Humanoid robots are evolving — not just in form, but in intelligence. Powered by machine learning algorithms, they can analyse data, learn from past actions, and process information from sensors to make decisions in real time.

However, traditional robotics programming remains rigid. These robots still require extensive human expertise to code, and they struggle with unfamiliar situations.

That’s beginning to change. The advent of the large language models (LLMs), coupled with growth of generative AI — software that can create plausible and sophisticated text, images and computer code at a level that mimics human ability — is reshaping robotics.

These technologies are accelerating how physical machines learn — using natural language, imitation, and simulation. Robotics, it seems, is having its own "ChatGPT moment, says Adam Jonas.

For years, the fields of AI and robotics were seen as distinct — LLMs driving language and knowledge, while robotics focused on movement and mechanics. Now, those worlds are colliding, and the impacts are profound.

Robots are increasingly capable of learning new tasks — not through painstaking manual programming, but by tapping into powerful foundation models trained on massive datasets of both real-world and simulated experiences.

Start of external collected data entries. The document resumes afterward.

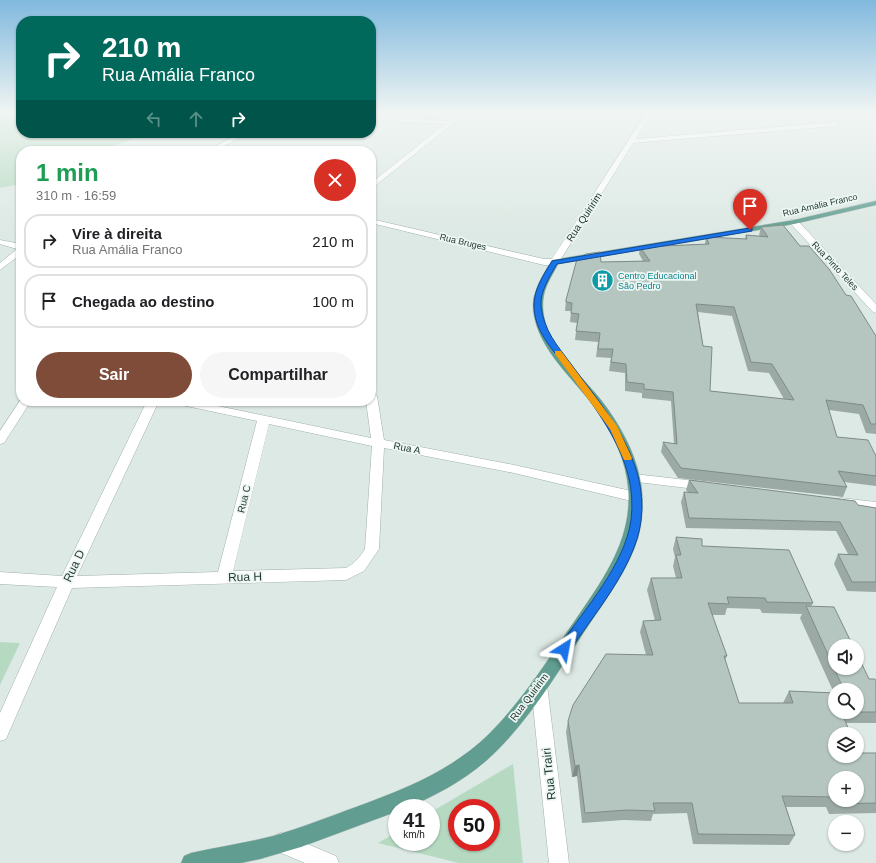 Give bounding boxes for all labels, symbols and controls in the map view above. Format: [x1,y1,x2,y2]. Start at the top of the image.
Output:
icon: right [36,32,88,84]
text: 210 m [102,32,181,63]
text: Rua Amália Franco [102,65,255,85]
icon: left [143,108,165,130]
icon: ahead [185,108,207,130]
icon: right [227,108,249,130]
text: 1 min [36,159,99,186]
button: close [314,159,356,201]
text: 310 m · 16:59 [36,188,116,203]
pin [733,189,767,230]
street label: Rua Quiririm [564,190,604,244]
street label: Rua Amália Franco [782,192,858,218]
icon: arrive [739,195,761,217]
text: Vire à direita [72,225,162,242]
icon: right [38,230,60,252]
street label: Rua Bruges [439,232,488,252]
text: 210 m [312,233,354,250]
street label: Rua Pinto Teles [810,240,860,293]
text: Rua Amália Franco [72,242,183,257]
building icon: Centro Educacional São Pedro [589,268,615,294]
place label: Centro Educacional São Pedro [618,271,697,291]
icon: arrive [38,290,60,312]
text: Chegada ao destino [72,293,215,310]
text: 100 m [312,293,354,310]
button: Sair [36,352,192,398]
button: Compartilhar [200,352,356,398]
street label: Rua A [393,440,422,456]
street label: Rua C [235,484,253,514]
street label: Rua D [60,547,88,584]
street label: Rua H [228,569,262,585]
position arrow [543,628,585,670]
map controls [828,639,864,851]
button: sound [828,639,864,675]
street label: Rua Quiririm [508,671,550,723]
button: search [828,683,864,719]
button: layers [828,727,864,763]
street label: Rua Trairi [539,747,559,801]
button: + [828,771,864,807]
speed limit sign: 50 [448,799,500,851]
text: 41 [403,809,425,831]
button: − [828,815,864,851]
text: km/h [403,829,425,840]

These models — built by some of the world’s leading tech giants like NVIDIA, Alphabet, Baidu, Meta, and Microsoft — will supercharge humanoid robot development.

On 18 March, NVIDIA unveiled Isaac GR00T N1— the world’s first open, fully customizable foundation model for generalized humanoid reasoning and skills— to speed robot development.

“The age of generalist robotics is here,” said Jensen Huang, CEO of NVIDIA. “With NVIDIA Isaac GR00T N1 and new data-generation and robot-learning frameworks, robotics developers everywhere will open the next frontier in the age of AI.”

Vincent Vanhoucke, Senior Director for Robotics at Google DeepMind, captured the magnitude of this shift, recalling how experts now look back on 2022 as "the good old days" as he explains how LLMs and genAI have very abruptly flung the field of robotics from an isolated "robot island" firmly onto the "AI flywheel".